Don’t get me wrong. I suck at surfing. Big time. When you look at surfers, I’m that board you see fly up in the air without a rider when the wave curls. But I love it, and wiping out on a wave beats walking perfectly on the sidewalk any day. While I often fail at the sport, the metaphor never does. There is something about the simplicity of being alone on the water that brings focus to what is truly important. No cell phones. No reading material. No distractions. Just a swimsuit, a rash guard, and a board. When your set rolls in, you ride it. When it doesn’t, you just float. Every morning holds the promise that something special might happen.
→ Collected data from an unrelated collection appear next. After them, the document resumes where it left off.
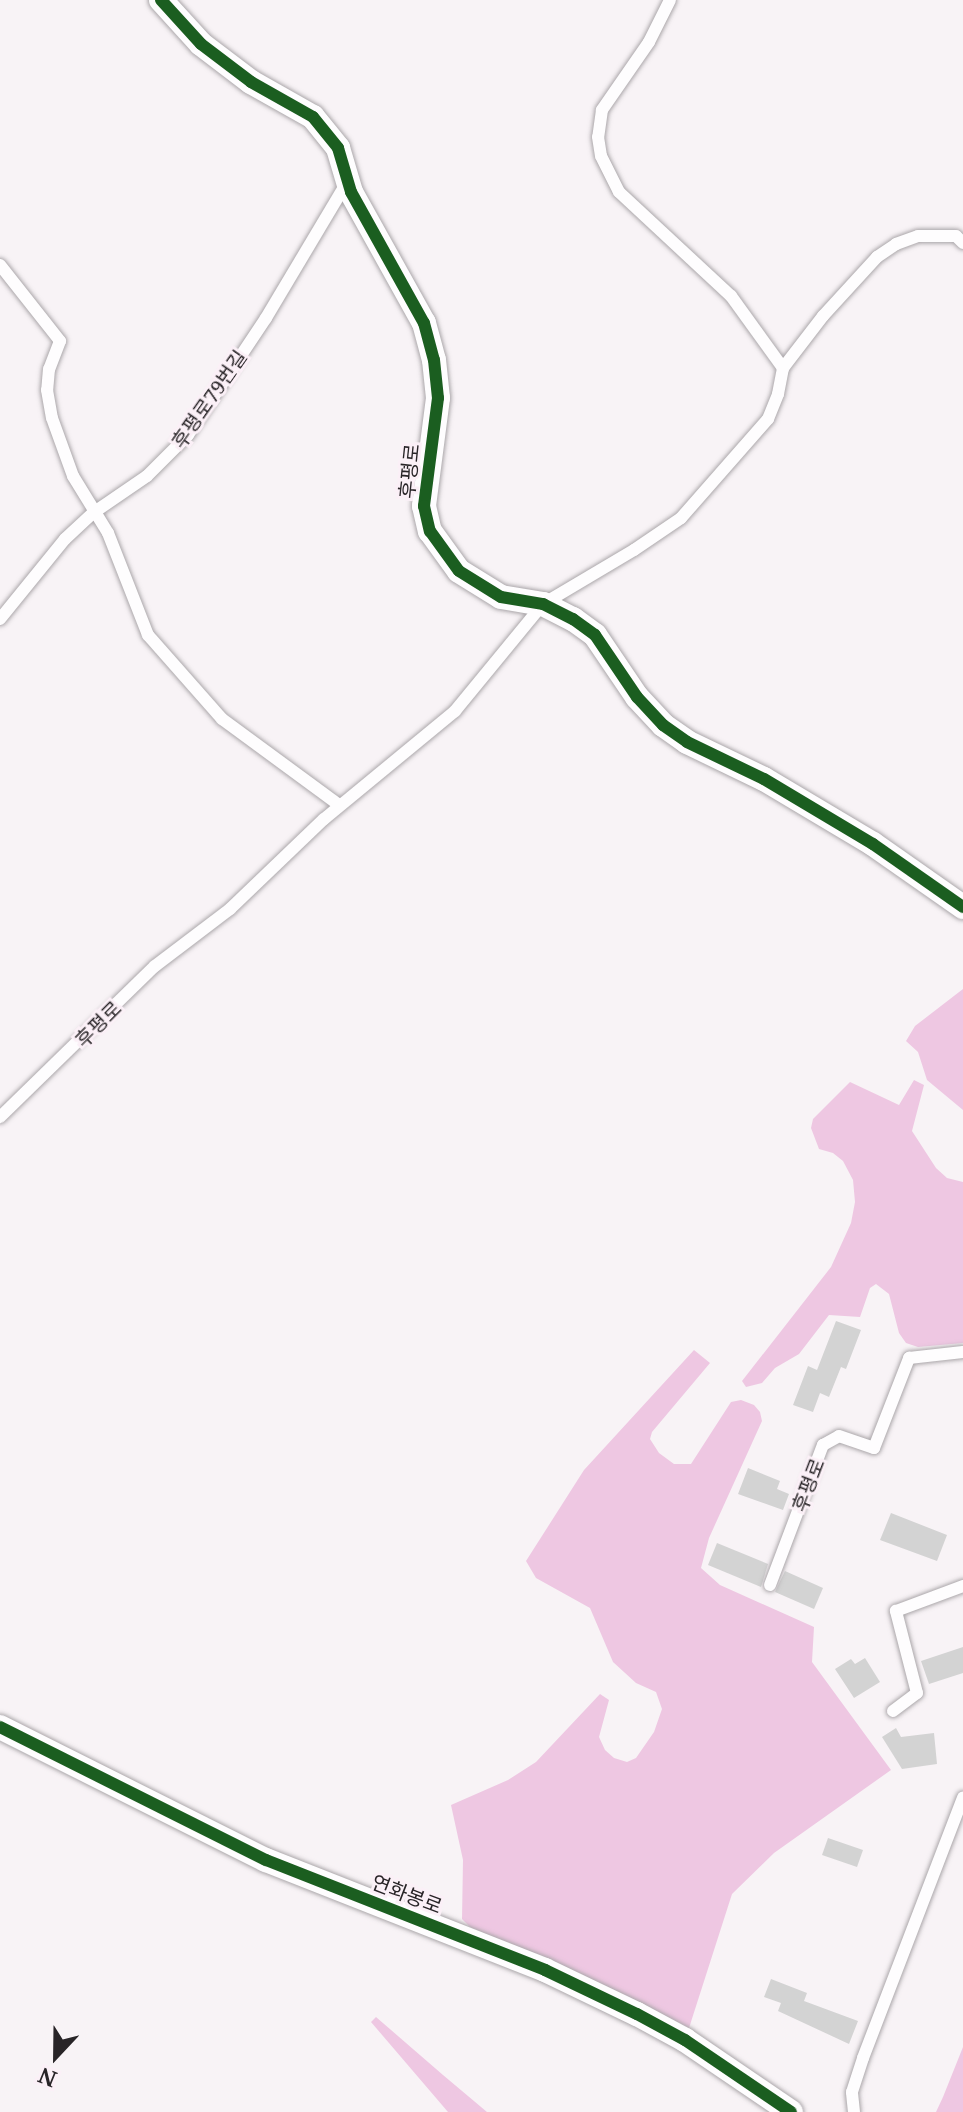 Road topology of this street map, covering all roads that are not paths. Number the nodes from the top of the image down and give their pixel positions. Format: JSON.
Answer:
{"nodes":[{"id":1,"x":161,"y":0,"type":"edge"},
{"id":2,"x":670,"y":0,"type":"edge"},
{"id":3,"x":347,"y":182,"type":"junction"},
{"id":4,"x":963,"y":243,"type":"edge"},
{"id":5,"x":0,"y":265,"type":"edge"},
{"id":6,"x":783,"y":368,"type":"junction"},
{"id":7,"x":93,"y":513,"type":"junction"},
{"id":8,"x":543,"y":604,"type":"junction"},
{"id":9,"x":0,"y":619,"type":"edge"},
{"id":10,"x":339,"y":805,"type":"junction"},
{"id":11,"x":963,"y":907,"type":"edge"},
{"id":12,"x":0,"y":1117,"type":"edge"},
{"id":13,"x":963,"y":1352,"type":"edge"},
{"id":14,"x":770,"y":1585,"type":"dead end"},
{"id":15,"x":963,"y":1586,"type":"edge"},
{"id":16,"x":893,"y":1711,"type":"dead end"},
{"id":17,"x":0,"y":1727,"type":"edge"},
{"id":18,"x":963,"y":1798,"type":"edge"},
{"id":19,"x":791,"y":2112,"type":"edge"},
{"id":20,"x":854,"y":2112,"type":"edge"}],
"edges":[{"from":1,"to":3,"type":"street","name":"후평로"},
{"from":2,"to":6,"type":"lane"},
{"from":3,"to":7,"type":"lane","name":"후평로79번길"},
{"from":3,"to":8,"type":"street","name":"후평로"},
{"from":4,"to":6,"type":"lane","name":"후평로"},
{"from":5,"to":7,"type":"lane"},
{"from":6,"to":8,"type":"lane","name":"후평로"},
{"from":7,"to":9,"type":"lane","name":"후평로79번길"},
{"from":7,"to":10,"type":"lane"},
{"from":8,"to":10,"type":"lane","name":"후평로"},
{"from":8,"to":11,"type":"street","name":"후평로"},
{"from":10,"to":12,"type":"lane","name":"후평로"},
{"from":13,"to":14,"type":"lane","name":"후평로"},
{"from":15,"to":16,"type":"lane"},
{"from":17,"to":19,"type":"street","name":"연화봉로"},
{"from":18,"to":20,"type":"lane"}]}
I remember one special day. It was late September. Cocoa Beach. The ocean was rolling one to two footers at best, and so all there was to do was sit and talk to the other surfers next to me. It became this floating neighborhood of new friends. Many came and went. A few remained and by the time the sun lowered in the late afternoon sky, they seemed like old friends. I was there for the long haul—from sunrise to sunset with a quick run to MacDonald’s for lunch. Mostly I just sat and looked at the strip of land that was the edge of everything I knew. It was all over there—where I could see it, but where it couldn’t touch me. My legs dangled through the ceiling of another universe that I could not see. After a while, I started to wonder why I was still hanging there with no waves. The day was becoming a disappointment. I stayed nevertheless. Maybe it was the peace. The mental reboot. Perhaps the conversations. Or maybe it was just sitting fully in nature’s palm, looking at the edge of the continent from its fickle whim. Nothing was going as I had either planned or hoped. Yet the solitude was more than pure. It was organic.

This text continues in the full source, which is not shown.